Cada generación hereda herramientas distintas para interpretar la ausencia. Algunas lo hacen mediante rituales silenciosos, otras se refugian en memorias analógicas o cartas sin remite. La nuestra —atravesada por códigos, tutoriales y pantallas— halla consuelo en un algoritmo que reproduce gestos grabados, consejos colgados en la red como señales de tránsito emocionales. En ‘El Catálogo’, ese es el vestigio: una mujer desaparecida que sigue educando desde la virtualidad, mientras su familia tambalea entre la costumbre y la improvisación.
En esta serie dirigida por Waleed El Halfawy, la muerte deja ecos constantes que articulan los días de quienes se quedan. El relato arranca cuando Youssef, padre absorbido por un empleo omnipresente, regresa del cementerio acompañado por el vacío. La convivencia con sus dos hijos —Karima y Mansour— comienza entonces a definirse por el desconcierto: la torpeza con que se enfrenta a rutinas básicas expone una desconexión emocional más arraigada. Esta torpeza construye el verdadero núcleo de la serie.

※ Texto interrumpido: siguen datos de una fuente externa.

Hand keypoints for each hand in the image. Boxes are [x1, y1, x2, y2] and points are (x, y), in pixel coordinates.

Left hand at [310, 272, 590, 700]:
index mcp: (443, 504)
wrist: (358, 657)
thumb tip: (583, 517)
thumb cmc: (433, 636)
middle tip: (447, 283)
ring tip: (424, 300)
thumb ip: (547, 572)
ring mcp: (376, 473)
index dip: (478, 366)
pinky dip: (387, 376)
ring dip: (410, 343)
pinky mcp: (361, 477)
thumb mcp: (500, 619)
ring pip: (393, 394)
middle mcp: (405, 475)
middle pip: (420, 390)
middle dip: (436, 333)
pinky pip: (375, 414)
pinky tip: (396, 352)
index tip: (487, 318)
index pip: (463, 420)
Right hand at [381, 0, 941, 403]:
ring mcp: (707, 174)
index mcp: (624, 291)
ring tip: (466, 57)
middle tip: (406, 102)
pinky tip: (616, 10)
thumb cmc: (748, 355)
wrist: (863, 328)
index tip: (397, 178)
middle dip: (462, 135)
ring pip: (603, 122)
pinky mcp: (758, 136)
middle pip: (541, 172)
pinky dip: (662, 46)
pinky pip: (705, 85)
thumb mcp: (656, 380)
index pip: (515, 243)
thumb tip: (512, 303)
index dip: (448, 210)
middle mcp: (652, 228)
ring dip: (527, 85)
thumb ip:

Lejos de lo espectacular o artificioso, ‘El Catálogo’ opta por una progresión narrativa sostenida, sin necesidad de quiebres drásticos ni arcos melodramáticos para señalar sus tensiones. El guion apuesta por pequeños desencuentros cotidianos: olvidos escolares, comidas inapropiadas, horarios mal comprendidos. Es en esos espacios donde la ficción adquiere gravedad, dejando al espectador frente a un protagonista que ha dejado en pausa el vínculo con sus hijos durante años.
Mohamed Farag interpreta a Youssef con una rigidez que se va resquebrajando. Su figura inicial, más cercana a la de un burócrata emocional que a la de un padre, se transforma a medida que los vídeos de Amina —la esposa fallecida— irrumpen en la vida familiar como fragmentos pedagógicos. No hay sentimentalismo fácil en esos vídeos, sino un pragmatismo que contrasta con la fragilidad emocional del viudo, creando un efecto de extrañamiento tan eficaz como incómodo.
La propuesta formal de El Halfawy prescinde de artificios. Los escenarios —principalmente el apartamento familiar y los espacios públicos que transita Youssef— operan como contenedores neutros, sin énfasis visual, lo cual refuerza el carácter casi documental de ciertas secuencias. Esta elección potencia la credibilidad de la historia sin recurrir al sentimentalismo ni a la sobreestilización de la pérdida.
El humor que aparece entre líneas sirve como válvula frente a la saturación emocional. Su función radica en reforzar la incomodidad. La comicidad surge cuando Youssef tropieza con lo más básico de la paternidad: preparar una merienda, leer los horarios escolares, gestionar un grupo de madres en redes sociales. Estos gestos, ridículos por su torpeza, revelan el grado de desconexión en el que ha vivido.
La figura de Amina se mantiene en una presencia intermitente y potente. A pesar de estar ausente físicamente desde el primer episodio, su voz —literal y figurada— estructura la serie como si se tratara de un segundo guion que el protagonista necesita aprender a leer. Esta construcción convierte ‘El Catálogo’ en una narración bifronte: por un lado, está el presente desordenado; por el otro, las instrucciones de un pasado encapsulado en vídeos que siguen proyectando una forma de afecto.
El resto del reparto se integra de forma armónica, sin excesos. Destaca especialmente el personaje de Hanafi, el hermano del protagonista, interpretado por Khaled Kamal. Su dureza aparente encubre una sensibilidad expresada desde la acción, sin necesidad de discursos explicativos. En su vínculo con el sobrino, y en sus intervenciones mínimas pero certeras, se instala una mirada sobre las masculinidades que escapa de estereotipos.
‘El Catálogo’ despliega además una reflexión lateral sobre la digitalización de las relaciones afectivas. Amina, convertida en youtuber doméstica, simboliza una transmisión emocional mediada por la tecnología, capaz de preservar gestos y rutinas sin garantizar necesariamente el contexto. Este desfase entre contenido y vivencia genera algunas de las situaciones más tensas de la serie.
Waleed El Halfawy esquiva las redenciones y presenta a Youssef como una figura alejada del héroe paterno. La serie evita las revelaciones o los giros dramáticos y se centra en las fricciones mínimas de la rutina, donde cada error paterno adquiere valor como síntoma de un aprendizaje forzado. Así, la narrativa se asienta en el desequilibrio como estado persistente, sin buscar soluciones apresuradas.
Más que una serie sobre duelo, ‘El Catálogo’ puede leerse como una cartografía emocional de lo cotidiano, donde la ausencia traza huellas más nítidas que las presencias. La pantalla ofrece un retrato donde el aprendizaje pasa por la repetición, donde el cuidado emerge no desde lo seguro, sino desde el tanteo constante.